→ Work task
An exact transcription of each entry below is required, without any pictures.

→ Input data
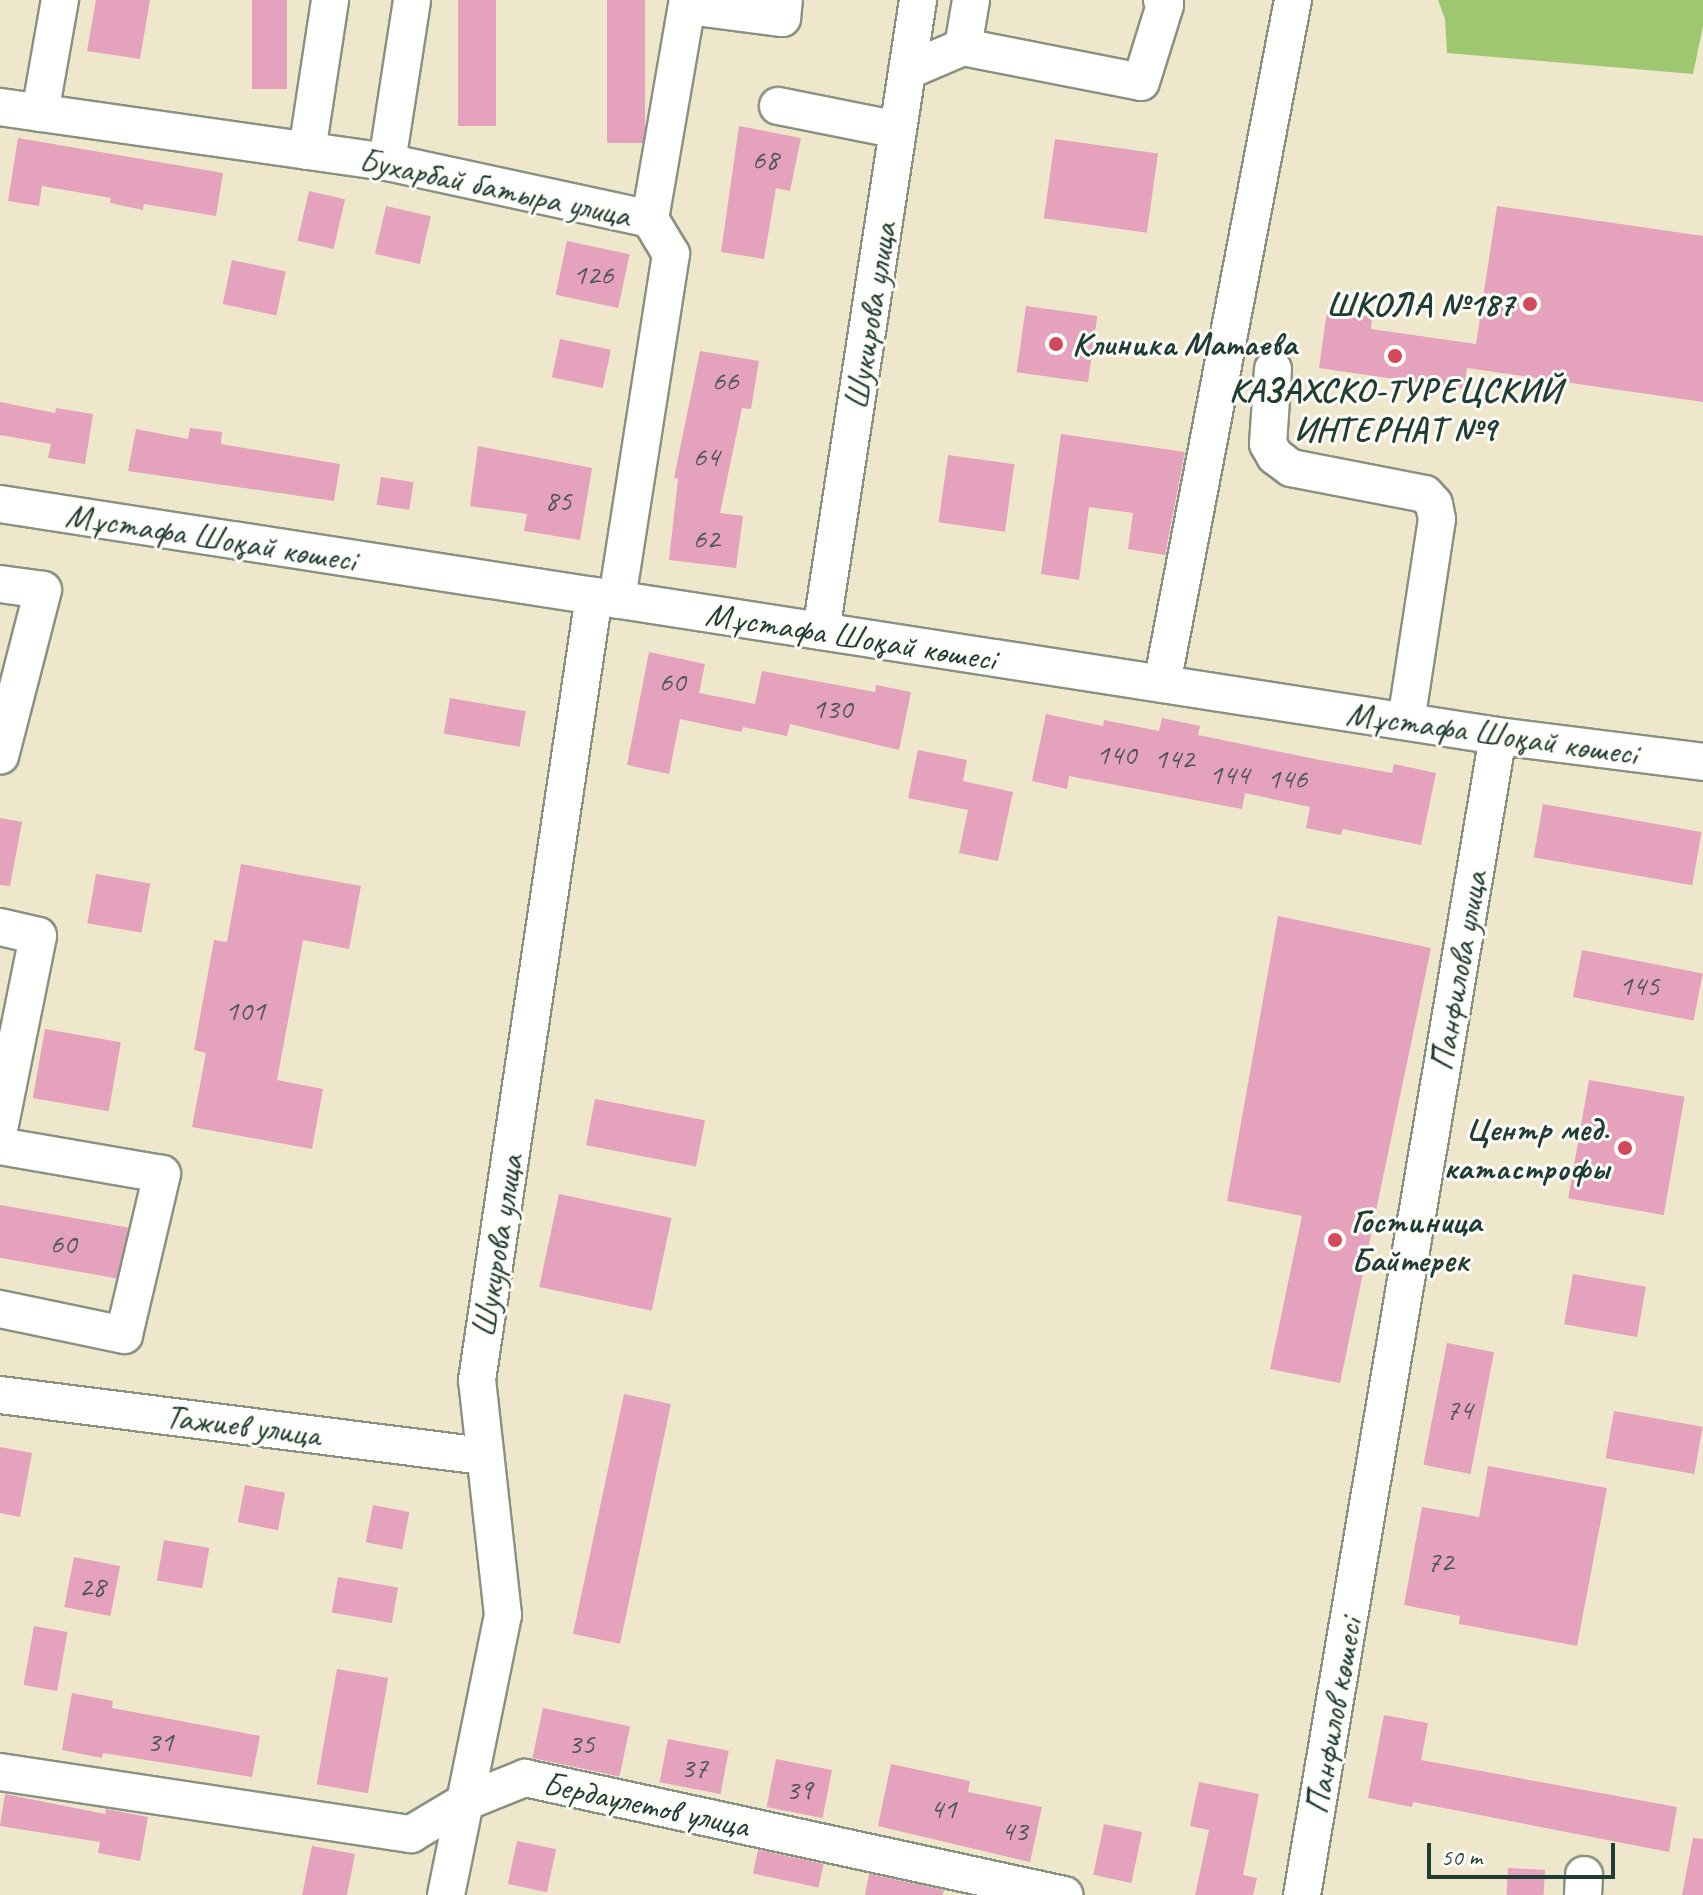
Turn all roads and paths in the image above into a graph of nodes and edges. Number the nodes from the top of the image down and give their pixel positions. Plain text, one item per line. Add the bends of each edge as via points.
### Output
1 (60, 0) edge
2 (330, 0) edge
3 (412, 0) edge
4 (784, 0) edge
5 (918, 0) edge
6 (971, 0) edge
7 (1162, 0) edge
8 (1293, 0) edge
9 (688, 3) edge
10 (963, 47) junction
11 (907, 71) junction
12 (778, 106) dead end
13 (0, 107) edge
14 (40, 113) junction
15 (898, 130) junction
16 (307, 151) junction
17 (387, 162) junction
18 (650, 219) junction
19 (1273, 369) dead end
20 (0, 504) edge
21 (0, 584) edge
22 (606, 598) junction
23 (821, 631) junction
24 (1162, 684) junction
25 (1406, 721) junction
26 (1498, 736) junction
27 (0, 756) edge
28 (1703, 762) edge
29 (0, 927) edge
30 (0, 1124) edge
31 (0, 1146) edge
32 (0, 1309) edge
33 (0, 1395) edge
34 (485, 1456) junction
35 (1363, 1537) joint
36 (0, 1772) edge
37 (465, 1802) junction
38 (446, 1895) edge
39 (1064, 1895) edge
40 (1302, 1895) edge

1 - 14 street
2 - 16 street
3 - 17 street
4 - 9 street via 782,18
5 - 11 street, Шукирова улица
6 - 10 street
7 - 10 street via 1165,5 1141,82
8 - 24 street
9 - 18 street
10 - 11 street
11 - 15 street, Шукирова улица
12 - 15 street
13 - 14 street, Бухарбай батыра улица
14 - 16 street, Бухарбай батыра улица
15 - 23 street, Шукирова улица
16 - 17 street, Бухарбай батыра улица
17 - 18 street, Бухарбай батыра улица
18 - 22 street, Бухарбай батыра улица via 671,254
19 - 25 street via 1268,444 1275,456 1291,468 1425,494 1434,504 1437,519
20 - 22 street, Мұстафа Шоқай көшесі
21 - 27 street via 43,590
22 - 23 street, Мұстафа Шоқай көшесі
22 - 34 street, Шукурова улица via 477,1380
23 - 24 street, Мұстафа Шоқай көшесі
24 - 25 street, Мұстафа Шоқай көшесі
25 - 26 street, Мұстафа Шоқай көшесі
26 - 28 street, Мұстафа Шоқай көшесі
26 - 35 street, Панфилова улица
29 - 30 street via 38,936
31 - 32 street via 162,1174 124,1335
33 - 34 street, Тажиев улица
34 - 37 street, Шукурова улица via 503,1615
35 - 40 street, Панфилов көшесі
36 - 37 street, Бердаулетов улица via 411,1834
37 - 38 street, Шукурова улица
37 - 39 street, Бердаулетов улица via 525,1778

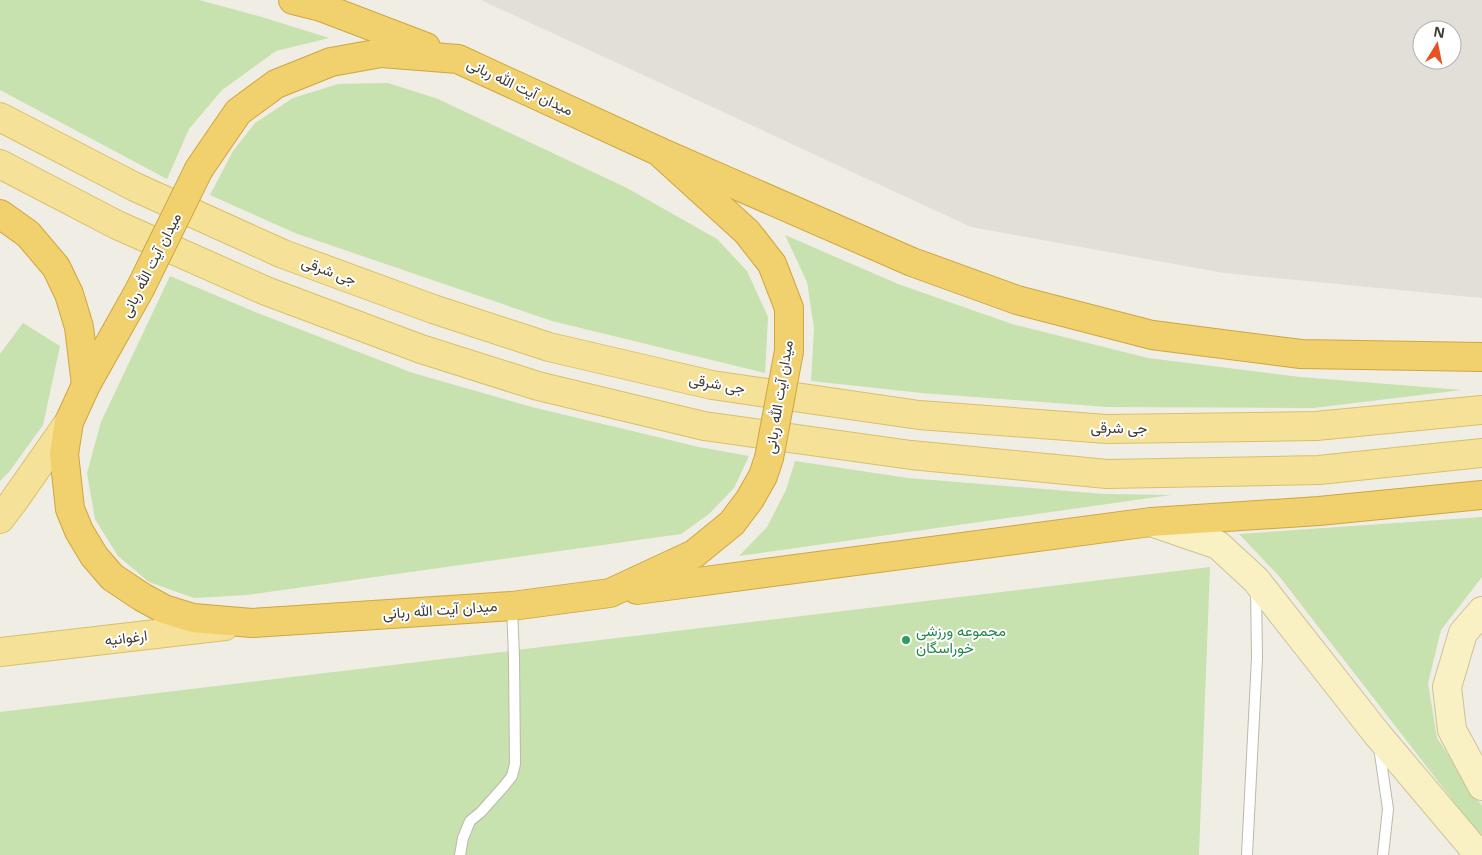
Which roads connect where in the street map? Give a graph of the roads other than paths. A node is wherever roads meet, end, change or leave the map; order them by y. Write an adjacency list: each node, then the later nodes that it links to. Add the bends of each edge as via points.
1 (294, 0): 2 (highway, via 321,7)
2 (458, 59): 4 (highway, میدان آیت الله ربانی); 8 (highway, میدان آیت الله ربانی, bridge, via 381,52 331,62 276,84 238,112 199,170 140,288)
3 (0, 117): 9 (main road, جی شرقی, via 135,187 283,254 548,347 712,385 919,415 1107,429 1316,426)
4 (658, 151): 7 (highway, via 912,262 1017,300 1152,335 1301,354); 16 (highway, میدان آیت الله ربانی, bridge, via 747,232 772,264 789,308 789,351 770,458 750,499 732,523 694,554)
5 (0, 164): 11 (main road, via 117,225 266,292 420,348 538,386 704,426 911,455 1107,474 1319,470)
6 (0, 214): 8 (highway, via 28,234 56,267 79,327)
7 (1482, 357)
8 (86, 385): 10 (highway, میدان آیت الله ربانی)
9 (1482, 410)
10 (69, 422): 13 (main road); 19 (highway, میدان آیت الله ربانی, via 64,454 70,508 94,556 112,577 164,609 193,618)
11 (1482, 454)
12 (1482, 495): 14 (highway)
13 (0, 519)
14 (1151, 522): 15 (street, via 1218,545); 16 (highway)
15 (1256, 580): 21 (street); 24 (lane, via 1257,658)
16 (610, 593): 17 (highway, میدان آیت الله ربانی)
17 (512, 606): 19 (highway, میدان آیت الله ربانی); 23 (lane, via 515,764 505,785 470,821)
18 (1482, 611): 22 (street, via 1463,633 1447,687 1452,730)
19 (252, 623): 20 (main road, ارغوانیه)
20 (0, 652)
21 (1377, 734): 25 (lane, via 1388,808); 26 (street)
22 (1482, 786)
23 (460, 855)
24 (1247, 855)
25 (1383, 855)
26 (1479, 855)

→ Reply
Turn all roads and paths in the image above into a graph of nodes and edges. Number the nodes from the top of the image down and give their pixel positions. Plain text, one item per line. Add the bends of each edge as via points.
### Output
1 (60, 0) edge
2 (330, 0) edge
3 (412, 0) edge
4 (784, 0) edge
5 (918, 0) edge
6 (971, 0) edge
7 (1162, 0) edge
8 (1293, 0) edge
9 (688, 3) edge
10 (963, 47) junction
11 (907, 71) junction
12 (778, 106) dead end
13 (0, 107) edge
14 (40, 113) junction
15 (898, 130) junction
16 (307, 151) junction
17 (387, 162) junction
18 (650, 219) junction
19 (1273, 369) dead end
20 (0, 504) edge
21 (0, 584) edge
22 (606, 598) junction
23 (821, 631) junction
24 (1162, 684) junction
25 (1406, 721) junction
26 (1498, 736) junction
27 (0, 756) edge
28 (1703, 762) edge
29 (0, 927) edge
30 (0, 1124) edge
31 (0, 1146) edge
32 (0, 1309) edge
33 (0, 1395) edge
34 (485, 1456) junction
35 (1363, 1537) joint
36 (0, 1772) edge
37 (465, 1802) junction
38 (446, 1895) edge
39 (1064, 1895) edge
40 (1302, 1895) edge

1 - 14 street
2 - 16 street
3 - 17 street
4 - 9 street via 782,18
5 - 11 street, Шукирова улица
6 - 10 street
7 - 10 street via 1165,5 1141,82
8 - 24 street
9 - 18 street
10 - 11 street
11 - 15 street, Шукирова улица
12 - 15 street
13 - 14 street, Бухарбай батыра улица
14 - 16 street, Бухарбай батыра улица
15 - 23 street, Шукирова улица
16 - 17 street, Бухарбай батыра улица
17 - 18 street, Бухарбай батыра улица
18 - 22 street, Бухарбай батыра улица via 671,254
19 - 25 street via 1268,444 1275,456 1291,468 1425,494 1434,504 1437,519
20 - 22 street, Мұстафа Шоқай көшесі
21 - 27 street via 43,590
22 - 23 street, Мұстафа Шоқай көшесі
22 - 34 street, Шукурова улица via 477,1380
23 - 24 street, Мұстафа Шоқай көшесі
24 - 25 street, Мұстафа Шоқай көшесі
25 - 26 street, Мұстафа Шоқай көшесі
26 - 28 street, Мұстафа Шоқай көшесі
26 - 35 street, Панфилова улица
29 - 30 street via 38,936
31 - 32 street via 162,1174 124,1335
33 - 34 street, Тажиев улица
34 - 37 street, Шукурова улица via 503,1615
35 - 40 street, Панфилов көшесі
36 - 37 street, Бердаулетов улица via 411,1834
37 - 38 street, Шукурова улица
37 - 39 street, Бердаулетов улица via 525,1778

Which roads connect where in the street map? Give a graph of the roads other than paths. A node is wherever roads meet, end, change or leave the map; order them by y. Write an adjacency list: each node, then the later nodes that it links to. Add the bends of each edge as via points.
1 (294, 0): 2 (highway, via 321,7)
2 (458, 59): 4 (highway, میدان آیت الله ربانی); 8 (highway, میدان آیت الله ربانی, bridge, via 381,52 331,62 276,84 238,112 199,170 140,288)
3 (0, 117): 9 (main road, جی شرقی, via 135,187 283,254 548,347 712,385 919,415 1107,429 1316,426)
4 (658, 151): 7 (highway, via 912,262 1017,300 1152,335 1301,354); 16 (highway, میدان آیت الله ربانی, bridge, via 747,232 772,264 789,308 789,351 770,458 750,499 732,523 694,554)
5 (0, 164): 11 (main road, via 117,225 266,292 420,348 538,386 704,426 911,455 1107,474 1319,470)
6 (0, 214): 8 (highway, via 28,234 56,267 79,327)
7 (1482, 357)
8 (86, 385): 10 (highway, میدان آیت الله ربانی)
9 (1482, 410)
10 (69, 422): 13 (main road); 19 (highway, میدان آیت الله ربانی, via 64,454 70,508 94,556 112,577 164,609 193,618)
11 (1482, 454)
12 (1482, 495): 14 (highway)
13 (0, 519)
14 (1151, 522): 15 (street, via 1218,545); 16 (highway)
15 (1256, 580): 21 (street); 24 (lane, via 1257,658)
16 (610, 593): 17 (highway, میدان آیت الله ربانی)
17 (512, 606): 19 (highway, میدان آیت الله ربانی); 23 (lane, via 515,764 505,785 470,821)
18 (1482, 611): 22 (street, via 1463,633 1447,687 1452,730)
19 (252, 623): 20 (main road, ارغوانیه)
20 (0, 652)
21 (1377, 734): 25 (lane, via 1388,808); 26 (street)
22 (1482, 786)
23 (460, 855)
24 (1247, 855)
25 (1383, 855)
26 (1479, 855)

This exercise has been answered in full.